Winner: Cardale Jones
Fans of the DC Defenders deserve credit for their eagerness. Within minutes of kickoff of the team’s inaugural game, the crowd broke out an “M-V-P!” chant for quarterback Cardale Jones.
It was the first drive of the first game of the first week of the league’s first season, and they had already made up their minds on who the league’s best player was. Does this league even have an MVP trophy?

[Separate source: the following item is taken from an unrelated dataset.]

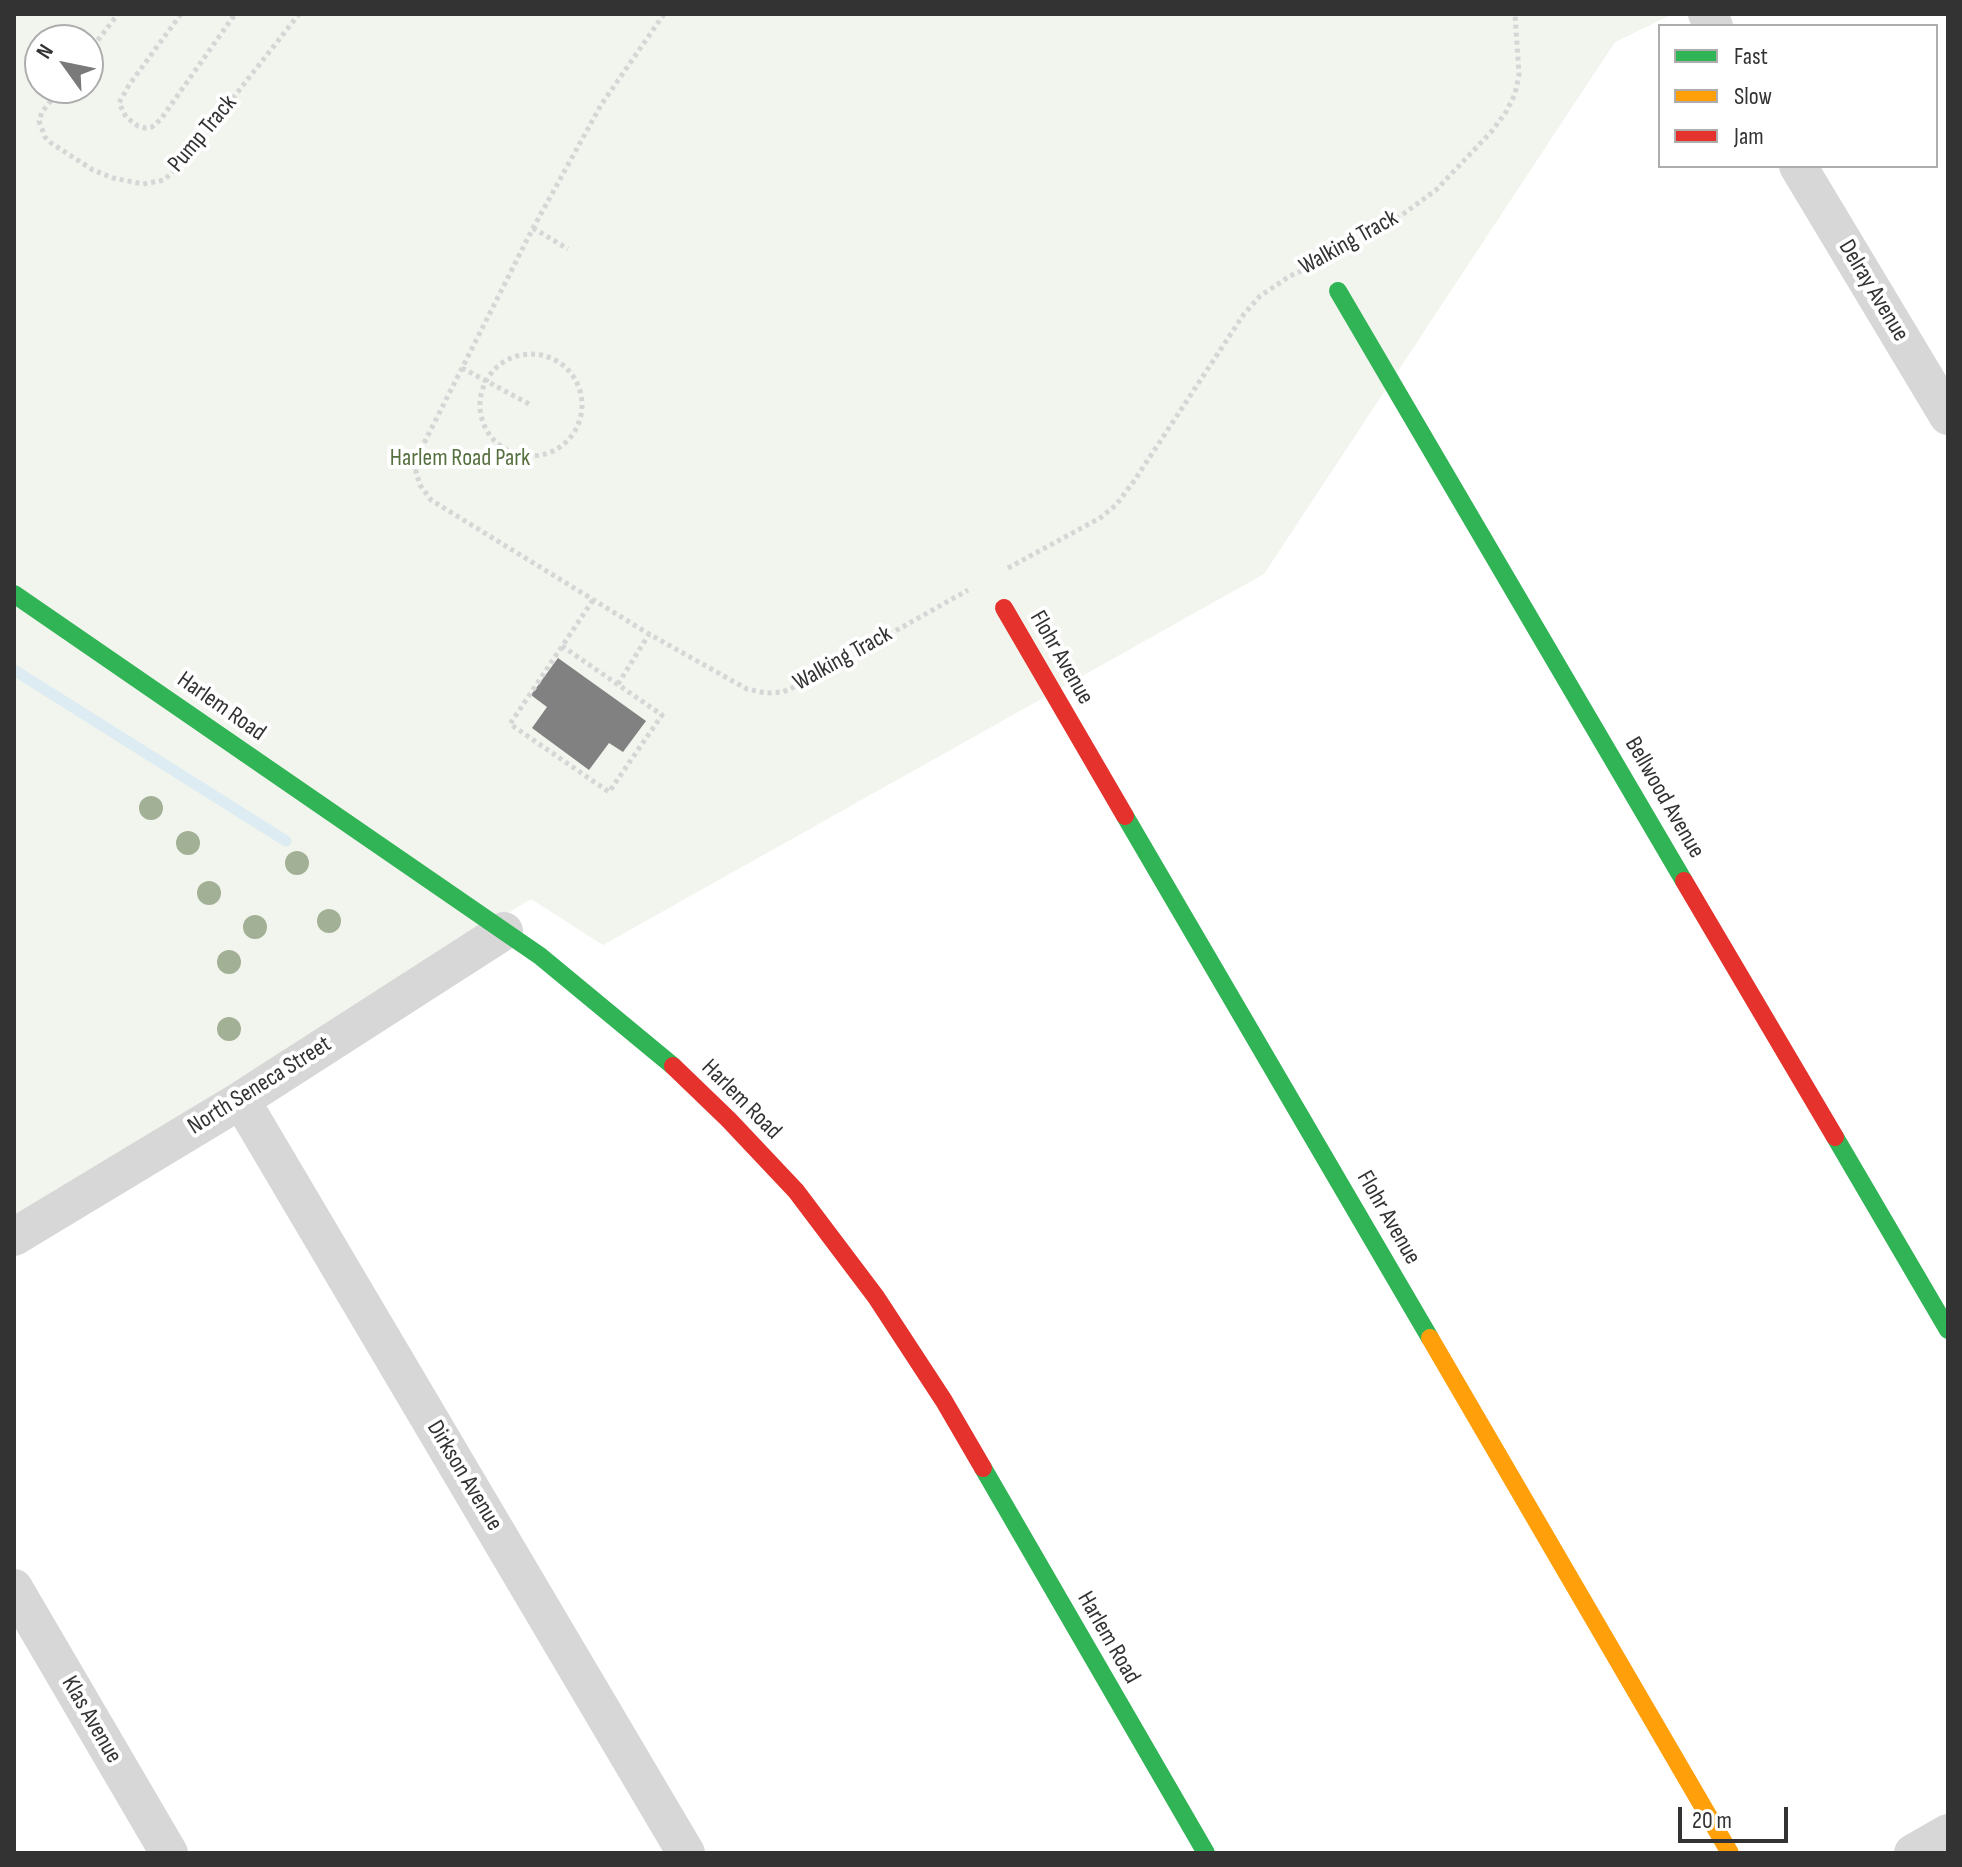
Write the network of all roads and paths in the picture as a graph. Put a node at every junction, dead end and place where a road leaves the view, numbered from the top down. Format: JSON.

And you know what? They might have been right. Jones, a 6-foot-5, 264-pound mountain of a man who stunned the college football world by winning a national championship at Ohio State after being forced into action as a third-string quarterback, is the XFL’s most notable player. Through one week, he’s also been the best. He passed for 235 yards with two touchdowns in a 31-19 win, and led the Defenders in rushing yards per attempt, because of the sheer inability of defenders—er … players on the defensive team—to tackle him. He also showed off the bomb-throwing capability that made him a folk hero for the Buckeyes.
Jones was the only XFL quarterback to throw for multiple touchdowns without committing a turnover. XFL players are graded by Pro Football Focus—of course they are—and Jones graded out at 90.8 (elite) while the other 10 QBs who played graded out at 73 or worse. By comparison, Drew Brees had a grade of 90.6 this season; Jared Goff had a grade of 72.4.
Jones never lost a game as Ohio State’s starter. Following his win over Seattle, he remains undefeated as a starter since high school. Jones never broke through in NFL in stints with the Bills, Chargers, and Seahawks; in the XFL, he seems primed to physically dominate inferior opponents.
If we’re being honest, the XFL’s quality of play doesn’t need to be good. It just needs to be compelling. And I can think of few things more compelling than a college hero turned NFL backup emerging as a football kaiju when given the reins of a new kind of pro football team.